Following the completion of the Business Combination, the price of Quanergy PubCo’s securities may fluctuate significantly due to the market’s reaction to the transactions and general market and economic conditions. An active trading market for Quanergy PubCo’s securities following the Business Combination may never develop or, if developed, it may not be sustained. In addition, the price of Quanergy PubCo’s securities after the Business Combination can vary due to general economic conditions and forecasts, Quanergy PubCo’s general business condition and the release of its financial reports. Additionally, if Quanergy PubCo’s securities are not listed on, or become delisted from, NYSE for any reason, and are quoted on the OTC Bulletin Board, an inter-dealer automated quotation system for equity securities that is not a national securities exchange, the liquidity and price of our securities may be more limited than if Quanergy PubCo’s securities were quoted or listed on NYSE or another national securities exchange. You may be unable to sell your securities unless a market can be established or sustained.

If the Business Combination’s benefits do not meet the expectations of investors, stockholders or financial analysts, the market price of Quanergy PubCo’s securities may decline.

If the benefits of the Business Combination do not meet the expectations of investors or securities analysts, the market price of CCAC’s securities prior to the Closing may decline. The market values of CCAC securities at the time of the transaction may vary significantly from their prices on the date the Merger Agreement was executed, the date of this proxy statement / prospectus, or the date on which our stockholders vote on the Business Combination.

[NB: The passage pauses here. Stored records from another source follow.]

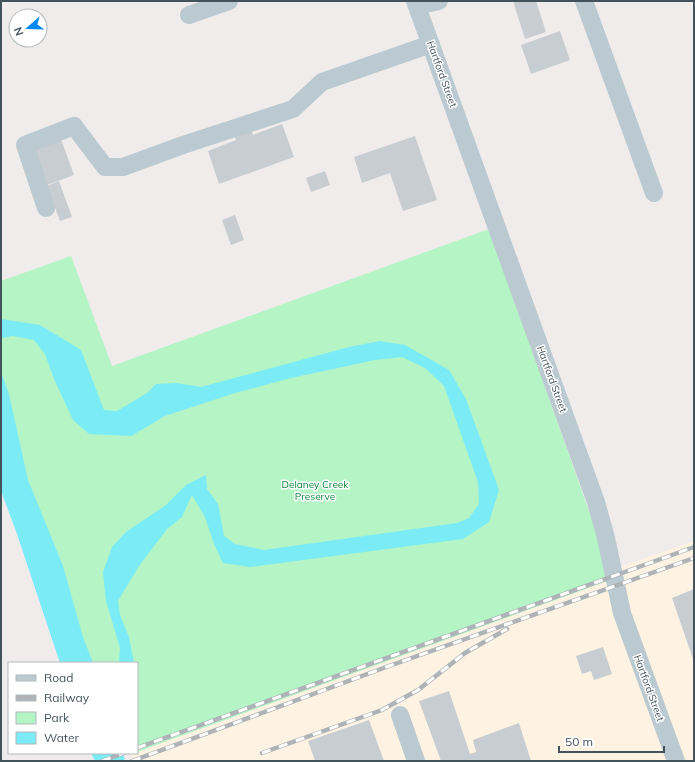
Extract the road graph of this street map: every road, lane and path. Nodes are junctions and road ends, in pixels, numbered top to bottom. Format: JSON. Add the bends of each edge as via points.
{"nodes":[{"id":1,"x":229,"y":1,"type":"edge"},
{"id":2,"x":438,"y":1,"type":"edge"},
{"id":3,"x":584,"y":1,"type":"edge"},
{"id":4,"x":416,"y":4,"type":"edge"},
{"id":5,"x":189,"y":15,"type":"dead end"},
{"id":6,"x":431,"y":44,"type":"junction"},
{"id":7,"x":654,"y":193,"type":"dead end"},
{"id":8,"x":46,"y":208,"type":"dead end"},
{"id":9,"x":400,"y":715,"type":"dead end"},
{"id":10,"x":416,"y":761,"type":"edge"},
{"id":11,"x":676,"y":761,"type":"edge"}],
"edges":[{"from":1,"to":5,"type":"street"},
{"from":2,"to":4,"type":"street"},
{"from":3,"to":7,"type":"street"},
{"from":4,"to":6,"type":"street","name":"Hartford Street"},
{"from":6,"to":8,"type":"street","via":[[322,82],[293,108],[124,166],[105,166],[74,126],[25,145]]},
{"from":6,"to":11,"type":"street","name":"Hartford Street","via":[[596,502],[622,613]]},
{"from":9,"to":10,"type":"street"}]}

In addition, following the Business Combination, fluctuations in the price of Quanergy PubCo’s securities could contribute to the loss of all or part of your investment. Immediately prior to the transaction, there has not been a public market for Quanergy PubCo’s stock and trading in the shares of CCAC Class A ordinary shars has not been active. Accordingly, the valuation ascribed to Quanergy PubCo’s and CCAC Class A ordinary shares in the transaction may not be indicative of the price that will prevail in the trading market following the Business Combination. If an active market for Quanergy PubCo’s securities develops and continues, the trading price of Quanergy PubCo’s securities following the Business Combination could be volatile and subject to wide fluctuations in response to various factors, some of which are beyond our control. Any of the factors listed below could have a material adverse effect on your investment in Quanergy PubCo’s securities and Quanergy PubCo’s securities may trade at prices significantly below the price you paid for them. In such circumstances, the trading price of Quanergy PubCo’s securities may not recover and may experience a further decline.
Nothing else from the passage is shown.